In the past, there has been a great deal of debate over what causes someone to gamble problematically. A number of explanations have been put forth, including recreational interest, diminished mathematical skills, poor judgment, cognitive distortions, and mental illness. More recently, researchers have begun to understand the role that hormones may play in a person’s gambling behavior.
Pathological gambling (PG) is a persistent and recurrent maladaptive pattern of gambling behaviors that is associated with distress, dysfunction, or impaired functioning. PG is defined in the Diagnostic and Statistical Manual of Mental Disorders (DSM-5) as: -Pathological gambling consists of repeated, uncontrollable, maladaptive patterns of gambling behavior that result in distress or impairment; -The person is preoccupied with gambling and spends an excessive amount of time and energy on it; -He or she lies to family members, therapists, or others to conceal the extent of involvement with gambling; -The person attempts to recover losses by increasing gambling activity, even when that results in additional distress or impairment; or -The person engages in illegal acts, such as forgery, fraud, theft, embezzlement, or embezzlement in order to finance his or her gambling.
Several types of therapy are used to treat gambling disorders, including cognitive behavioral therapy (CBT), psychodynamic therapy, and group therapy.
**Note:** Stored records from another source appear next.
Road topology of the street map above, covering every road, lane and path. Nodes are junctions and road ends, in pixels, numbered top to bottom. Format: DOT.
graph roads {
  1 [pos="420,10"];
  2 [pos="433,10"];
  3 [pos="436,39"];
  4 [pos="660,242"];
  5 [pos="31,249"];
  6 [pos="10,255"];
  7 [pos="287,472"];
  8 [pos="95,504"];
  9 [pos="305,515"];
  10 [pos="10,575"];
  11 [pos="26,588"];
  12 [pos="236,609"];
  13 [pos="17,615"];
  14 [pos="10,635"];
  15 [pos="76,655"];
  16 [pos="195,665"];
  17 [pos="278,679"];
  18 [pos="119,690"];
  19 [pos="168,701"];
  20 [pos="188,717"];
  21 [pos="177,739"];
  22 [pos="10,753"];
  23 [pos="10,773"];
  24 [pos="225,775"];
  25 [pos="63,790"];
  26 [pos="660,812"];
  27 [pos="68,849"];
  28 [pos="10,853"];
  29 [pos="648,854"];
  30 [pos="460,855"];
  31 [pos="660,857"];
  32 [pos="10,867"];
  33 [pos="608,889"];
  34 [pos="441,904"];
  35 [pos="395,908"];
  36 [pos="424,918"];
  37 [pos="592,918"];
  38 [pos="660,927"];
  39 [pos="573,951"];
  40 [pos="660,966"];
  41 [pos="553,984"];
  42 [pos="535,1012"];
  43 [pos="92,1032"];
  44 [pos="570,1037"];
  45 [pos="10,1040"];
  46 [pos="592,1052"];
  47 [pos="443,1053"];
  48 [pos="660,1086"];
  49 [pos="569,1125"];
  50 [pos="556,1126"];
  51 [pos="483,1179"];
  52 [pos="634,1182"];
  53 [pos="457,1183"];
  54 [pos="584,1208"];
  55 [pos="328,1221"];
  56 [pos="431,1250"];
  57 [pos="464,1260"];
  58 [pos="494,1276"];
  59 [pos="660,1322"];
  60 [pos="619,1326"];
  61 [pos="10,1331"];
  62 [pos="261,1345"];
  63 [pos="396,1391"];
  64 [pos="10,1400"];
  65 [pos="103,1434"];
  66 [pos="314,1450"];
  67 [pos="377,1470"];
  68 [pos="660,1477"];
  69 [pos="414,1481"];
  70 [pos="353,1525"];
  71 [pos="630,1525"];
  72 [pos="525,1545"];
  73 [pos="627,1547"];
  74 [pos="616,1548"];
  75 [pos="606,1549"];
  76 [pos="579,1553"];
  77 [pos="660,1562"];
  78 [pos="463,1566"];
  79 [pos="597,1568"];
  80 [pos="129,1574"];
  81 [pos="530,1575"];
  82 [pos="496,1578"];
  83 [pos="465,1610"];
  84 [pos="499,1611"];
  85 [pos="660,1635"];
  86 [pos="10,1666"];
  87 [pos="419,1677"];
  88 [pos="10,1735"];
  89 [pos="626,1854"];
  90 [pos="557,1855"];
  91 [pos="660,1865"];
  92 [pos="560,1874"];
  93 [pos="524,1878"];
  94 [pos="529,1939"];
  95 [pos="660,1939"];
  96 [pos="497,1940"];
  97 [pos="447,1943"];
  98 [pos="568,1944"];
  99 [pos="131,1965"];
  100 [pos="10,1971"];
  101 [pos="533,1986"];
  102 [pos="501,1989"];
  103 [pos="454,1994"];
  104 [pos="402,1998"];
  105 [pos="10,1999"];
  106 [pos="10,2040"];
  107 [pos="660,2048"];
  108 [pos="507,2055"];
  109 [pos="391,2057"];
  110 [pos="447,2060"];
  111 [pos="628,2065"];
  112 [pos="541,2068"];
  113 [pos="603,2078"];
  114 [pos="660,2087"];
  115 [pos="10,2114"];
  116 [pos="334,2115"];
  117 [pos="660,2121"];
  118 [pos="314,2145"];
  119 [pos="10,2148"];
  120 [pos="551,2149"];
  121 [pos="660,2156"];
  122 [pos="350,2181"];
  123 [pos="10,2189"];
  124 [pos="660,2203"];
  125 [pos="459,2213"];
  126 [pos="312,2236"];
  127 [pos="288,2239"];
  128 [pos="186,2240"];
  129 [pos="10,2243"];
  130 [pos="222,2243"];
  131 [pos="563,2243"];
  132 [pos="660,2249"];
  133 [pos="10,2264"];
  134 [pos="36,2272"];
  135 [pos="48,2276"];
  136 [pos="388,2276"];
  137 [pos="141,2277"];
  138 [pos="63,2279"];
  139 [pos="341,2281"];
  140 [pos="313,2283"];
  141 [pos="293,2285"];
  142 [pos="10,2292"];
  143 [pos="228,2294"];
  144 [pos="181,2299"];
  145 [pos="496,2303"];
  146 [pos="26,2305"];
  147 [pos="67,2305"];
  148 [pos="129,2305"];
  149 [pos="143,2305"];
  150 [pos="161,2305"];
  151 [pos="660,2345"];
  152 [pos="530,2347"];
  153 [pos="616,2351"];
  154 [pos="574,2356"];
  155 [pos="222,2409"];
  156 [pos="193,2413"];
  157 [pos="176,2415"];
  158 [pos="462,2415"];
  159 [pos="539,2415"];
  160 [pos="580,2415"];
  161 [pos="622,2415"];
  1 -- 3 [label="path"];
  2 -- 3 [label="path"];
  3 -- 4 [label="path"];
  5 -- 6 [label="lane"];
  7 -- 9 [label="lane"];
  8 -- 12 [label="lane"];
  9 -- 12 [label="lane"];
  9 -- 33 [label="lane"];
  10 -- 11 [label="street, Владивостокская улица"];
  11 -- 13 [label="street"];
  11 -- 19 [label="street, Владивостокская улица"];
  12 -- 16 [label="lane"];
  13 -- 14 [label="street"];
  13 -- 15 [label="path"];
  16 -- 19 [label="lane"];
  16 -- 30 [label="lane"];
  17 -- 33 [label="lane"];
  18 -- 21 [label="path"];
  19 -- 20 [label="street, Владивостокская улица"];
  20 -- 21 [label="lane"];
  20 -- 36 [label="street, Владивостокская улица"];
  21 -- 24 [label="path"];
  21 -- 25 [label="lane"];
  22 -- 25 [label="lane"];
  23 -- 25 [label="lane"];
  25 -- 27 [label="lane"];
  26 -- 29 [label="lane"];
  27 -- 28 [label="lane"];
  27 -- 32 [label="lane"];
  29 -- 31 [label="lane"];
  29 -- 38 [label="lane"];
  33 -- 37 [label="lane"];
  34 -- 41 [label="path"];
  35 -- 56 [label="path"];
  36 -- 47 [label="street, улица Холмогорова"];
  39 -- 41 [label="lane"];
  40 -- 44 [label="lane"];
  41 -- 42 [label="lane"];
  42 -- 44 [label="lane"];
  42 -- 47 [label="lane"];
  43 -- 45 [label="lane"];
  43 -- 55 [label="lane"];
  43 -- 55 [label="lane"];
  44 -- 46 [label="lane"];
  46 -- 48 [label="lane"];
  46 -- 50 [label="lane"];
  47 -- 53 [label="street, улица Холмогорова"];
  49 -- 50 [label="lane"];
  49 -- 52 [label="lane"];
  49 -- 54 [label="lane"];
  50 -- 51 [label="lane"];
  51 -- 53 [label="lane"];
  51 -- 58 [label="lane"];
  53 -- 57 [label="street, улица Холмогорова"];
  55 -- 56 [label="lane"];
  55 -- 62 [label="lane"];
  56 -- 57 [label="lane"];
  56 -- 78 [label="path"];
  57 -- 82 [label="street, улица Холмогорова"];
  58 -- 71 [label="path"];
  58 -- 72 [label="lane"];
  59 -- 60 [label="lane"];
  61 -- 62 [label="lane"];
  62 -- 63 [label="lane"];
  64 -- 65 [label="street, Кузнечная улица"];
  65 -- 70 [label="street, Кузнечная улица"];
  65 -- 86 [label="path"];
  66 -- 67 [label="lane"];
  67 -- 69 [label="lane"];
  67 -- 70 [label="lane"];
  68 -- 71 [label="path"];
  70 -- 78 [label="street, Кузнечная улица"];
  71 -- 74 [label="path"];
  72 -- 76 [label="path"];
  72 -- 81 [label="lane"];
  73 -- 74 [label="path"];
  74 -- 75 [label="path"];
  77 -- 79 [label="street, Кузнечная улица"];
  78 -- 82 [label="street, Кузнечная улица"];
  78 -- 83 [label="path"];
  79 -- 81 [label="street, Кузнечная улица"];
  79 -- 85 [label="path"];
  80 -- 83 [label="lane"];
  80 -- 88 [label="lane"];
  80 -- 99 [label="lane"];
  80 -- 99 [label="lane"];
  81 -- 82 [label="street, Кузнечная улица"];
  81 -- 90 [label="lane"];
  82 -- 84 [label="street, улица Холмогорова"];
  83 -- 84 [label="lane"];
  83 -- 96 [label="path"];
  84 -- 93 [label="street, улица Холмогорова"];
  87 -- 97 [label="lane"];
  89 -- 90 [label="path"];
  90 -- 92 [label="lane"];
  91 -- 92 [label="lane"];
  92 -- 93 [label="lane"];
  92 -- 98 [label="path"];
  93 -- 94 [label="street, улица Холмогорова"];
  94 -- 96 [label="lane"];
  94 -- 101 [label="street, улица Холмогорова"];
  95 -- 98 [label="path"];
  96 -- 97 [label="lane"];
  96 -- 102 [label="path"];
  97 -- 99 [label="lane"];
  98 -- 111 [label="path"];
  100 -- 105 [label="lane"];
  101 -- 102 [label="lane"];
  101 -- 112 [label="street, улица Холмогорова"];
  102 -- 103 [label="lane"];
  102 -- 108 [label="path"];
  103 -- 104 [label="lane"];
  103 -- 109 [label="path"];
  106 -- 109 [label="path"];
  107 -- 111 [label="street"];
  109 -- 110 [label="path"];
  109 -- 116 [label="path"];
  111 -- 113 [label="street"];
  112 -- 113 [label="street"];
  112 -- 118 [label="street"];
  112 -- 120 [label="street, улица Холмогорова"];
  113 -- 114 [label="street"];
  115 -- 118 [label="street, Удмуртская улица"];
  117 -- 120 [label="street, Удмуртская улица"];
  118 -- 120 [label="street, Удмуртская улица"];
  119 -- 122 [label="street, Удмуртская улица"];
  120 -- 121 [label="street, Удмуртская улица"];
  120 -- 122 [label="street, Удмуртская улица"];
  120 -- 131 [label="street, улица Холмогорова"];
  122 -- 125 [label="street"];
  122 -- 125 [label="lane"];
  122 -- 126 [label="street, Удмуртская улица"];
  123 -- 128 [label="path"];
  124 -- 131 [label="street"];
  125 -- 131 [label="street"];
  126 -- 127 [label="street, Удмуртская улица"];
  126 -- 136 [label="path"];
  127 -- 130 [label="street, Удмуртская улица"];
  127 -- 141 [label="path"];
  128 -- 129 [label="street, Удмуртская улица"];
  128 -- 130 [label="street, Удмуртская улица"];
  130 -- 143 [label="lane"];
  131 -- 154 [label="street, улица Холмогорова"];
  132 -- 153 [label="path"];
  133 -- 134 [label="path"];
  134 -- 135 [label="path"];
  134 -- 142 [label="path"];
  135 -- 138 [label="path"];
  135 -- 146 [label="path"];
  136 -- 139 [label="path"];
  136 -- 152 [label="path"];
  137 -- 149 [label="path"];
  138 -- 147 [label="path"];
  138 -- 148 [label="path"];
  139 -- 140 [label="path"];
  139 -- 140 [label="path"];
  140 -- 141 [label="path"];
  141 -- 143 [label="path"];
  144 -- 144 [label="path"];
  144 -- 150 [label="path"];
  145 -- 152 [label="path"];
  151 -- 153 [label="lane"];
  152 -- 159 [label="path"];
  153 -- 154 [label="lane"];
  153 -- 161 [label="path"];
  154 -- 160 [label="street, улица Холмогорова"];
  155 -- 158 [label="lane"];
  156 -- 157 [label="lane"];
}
Medications are also sometimes used to treat co-occurring mental health conditions, such as depression and anxiety, which are often found in those with gambling problems.
Some people with a gambling problem are able to stop on their own, but most will need help to do so. In addition to individual and group therapy, residential or inpatient treatment programs are available for those with severe underlying problems. These programs provide around-the-clock support and are often offered in partnership with other addiction treatment providers.
If you’re struggling with a gambling addiction, seek out help as soon as possible. Seek out a therapist who specializes in this area and is familiar with the different approaches that might work best for you. You can also get help from a professional debt adviser, who can advise on the best way to manage your finances and credit. Lastly, reach out for support from friends and family. Having the knowledge that you’re not alone in your struggle can be a big motivation to make changes. It’s important to remember that gambling products are designed to keep you hooked and can be very difficult to quit.